[Collected data]
◇ ◇ ◇ ◇ ◇

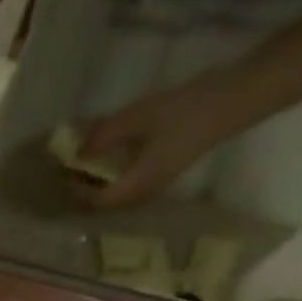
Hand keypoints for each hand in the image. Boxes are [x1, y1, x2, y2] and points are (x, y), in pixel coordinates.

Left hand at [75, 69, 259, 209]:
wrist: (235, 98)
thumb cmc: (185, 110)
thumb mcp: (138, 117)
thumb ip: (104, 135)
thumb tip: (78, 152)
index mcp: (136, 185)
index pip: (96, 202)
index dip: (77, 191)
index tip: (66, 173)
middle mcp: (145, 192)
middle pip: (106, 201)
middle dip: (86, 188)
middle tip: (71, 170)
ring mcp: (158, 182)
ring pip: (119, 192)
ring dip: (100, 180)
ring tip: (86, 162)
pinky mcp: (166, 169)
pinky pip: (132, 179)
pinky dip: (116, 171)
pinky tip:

◇ ◇ ◇ ◇ ◇

Task to complete
Reproduce each entry precisely; the pictures stay out.

Answer space
Hand keypoints for each hand in the image. Boxes are [x1, y1, x2, y2] and points are (x, y), in pixel coordinates.

Left hand at [75, 69, 259, 209]:
wrist: (235, 98)
thumb cmc: (185, 110)
thumb mcp: (138, 117)
thumb ip: (104, 135)
thumb tip: (78, 152)
index mcp: (136, 185)
index pip: (96, 202)
index dip: (77, 191)
index tip: (66, 173)
middle mcp: (145, 192)
middle pip: (106, 201)
middle dip: (86, 188)
middle tip: (71, 170)
ring mcp: (158, 182)
ring pip: (119, 192)
ring dip: (100, 180)
ring tip: (86, 162)
pinky mcp: (166, 169)
pinky pip: (132, 179)
pinky dip: (116, 171)
pinky tip:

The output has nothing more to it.